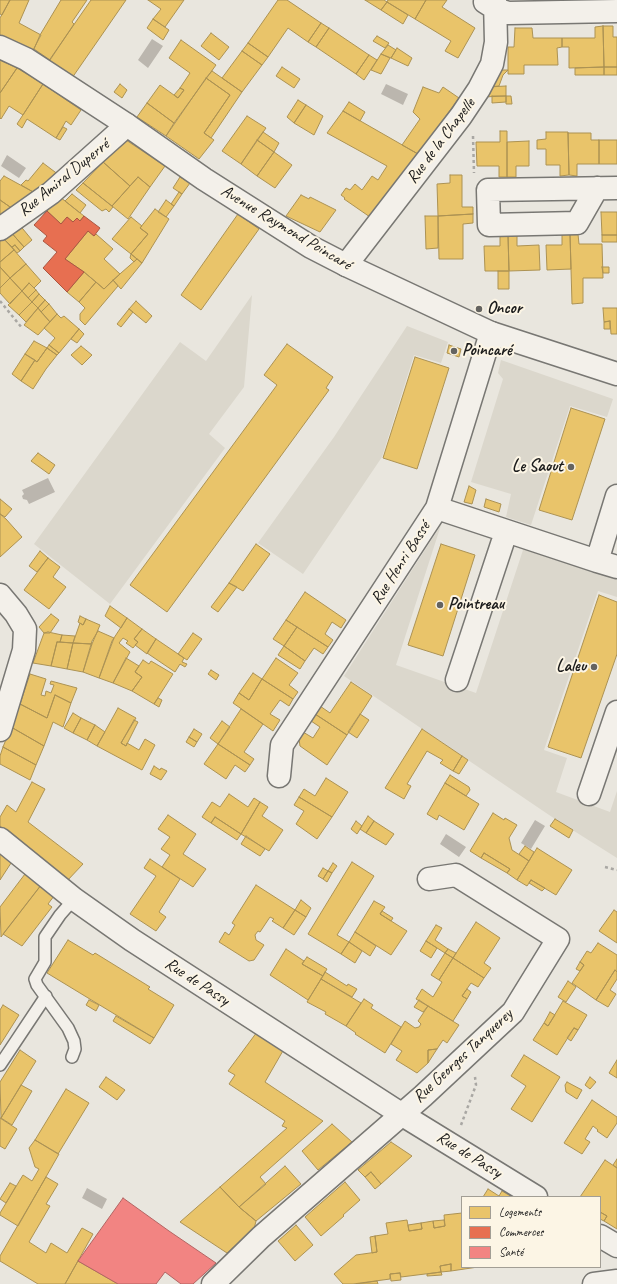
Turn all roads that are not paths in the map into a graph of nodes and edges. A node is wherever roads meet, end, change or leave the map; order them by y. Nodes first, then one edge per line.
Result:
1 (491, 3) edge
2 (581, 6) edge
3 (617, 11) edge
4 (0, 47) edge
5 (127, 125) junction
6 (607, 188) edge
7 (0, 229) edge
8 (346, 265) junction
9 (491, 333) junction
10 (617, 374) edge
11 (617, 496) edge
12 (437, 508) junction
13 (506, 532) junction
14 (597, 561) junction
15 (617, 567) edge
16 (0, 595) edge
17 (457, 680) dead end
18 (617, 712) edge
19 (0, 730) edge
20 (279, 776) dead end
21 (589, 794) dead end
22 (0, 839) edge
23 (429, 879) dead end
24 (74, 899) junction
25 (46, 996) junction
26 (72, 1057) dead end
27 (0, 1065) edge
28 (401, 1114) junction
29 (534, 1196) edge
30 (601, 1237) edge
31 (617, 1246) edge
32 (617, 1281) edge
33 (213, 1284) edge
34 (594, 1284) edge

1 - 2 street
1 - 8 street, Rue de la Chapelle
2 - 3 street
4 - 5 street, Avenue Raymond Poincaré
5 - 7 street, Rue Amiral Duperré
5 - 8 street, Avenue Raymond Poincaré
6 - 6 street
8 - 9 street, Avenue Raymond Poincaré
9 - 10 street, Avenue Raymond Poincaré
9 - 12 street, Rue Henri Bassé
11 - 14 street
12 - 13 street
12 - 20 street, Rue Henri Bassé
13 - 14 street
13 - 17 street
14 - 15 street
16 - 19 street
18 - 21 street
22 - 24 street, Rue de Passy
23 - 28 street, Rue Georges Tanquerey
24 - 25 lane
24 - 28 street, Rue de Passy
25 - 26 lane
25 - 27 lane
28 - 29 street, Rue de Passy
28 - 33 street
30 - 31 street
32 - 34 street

::::::

▶ [WHAT YOU ARE ASKED TO DO] With every picture removed, give the entries above again exactly.

▶ [OUTPUT FOR THIS TASK]
Turn all roads that are not paths in the map into a graph of nodes and edges. A node is wherever roads meet, end, change or leave the map; order them by y. Nodes first, then one edge per line.
Result:
1 (491, 3) edge
2 (581, 6) edge
3 (617, 11) edge
4 (0, 47) edge
5 (127, 125) junction
6 (607, 188) edge
7 (0, 229) edge
8 (346, 265) junction
9 (491, 333) junction
10 (617, 374) edge
11 (617, 496) edge
12 (437, 508) junction
13 (506, 532) junction
14 (597, 561) junction
15 (617, 567) edge
16 (0, 595) edge
17 (457, 680) dead end
18 (617, 712) edge
19 (0, 730) edge
20 (279, 776) dead end
21 (589, 794) dead end
22 (0, 839) edge
23 (429, 879) dead end
24 (74, 899) junction
25 (46, 996) junction
26 (72, 1057) dead end
27 (0, 1065) edge
28 (401, 1114) junction
29 (534, 1196) edge
30 (601, 1237) edge
31 (617, 1246) edge
32 (617, 1281) edge
33 (213, 1284) edge
34 (594, 1284) edge

1 - 2 street
1 - 8 street, Rue de la Chapelle
2 - 3 street
4 - 5 street, Avenue Raymond Poincaré
5 - 7 street, Rue Amiral Duperré
5 - 8 street, Avenue Raymond Poincaré
6 - 6 street
8 - 9 street, Avenue Raymond Poincaré
9 - 10 street, Avenue Raymond Poincaré
9 - 12 street, Rue Henri Bassé
11 - 14 street
12 - 13 street
12 - 20 street, Rue Henri Bassé
13 - 14 street
13 - 17 street
14 - 15 street
16 - 19 street
18 - 21 street
22 - 24 street, Rue de Passy
23 - 28 street, Rue Georges Tanquerey
24 - 25 lane
24 - 28 street, Rue de Passy
25 - 26 lane
25 - 27 lane
28 - 29 street, Rue de Passy
28 - 33 street
30 - 31 street
32 - 34 street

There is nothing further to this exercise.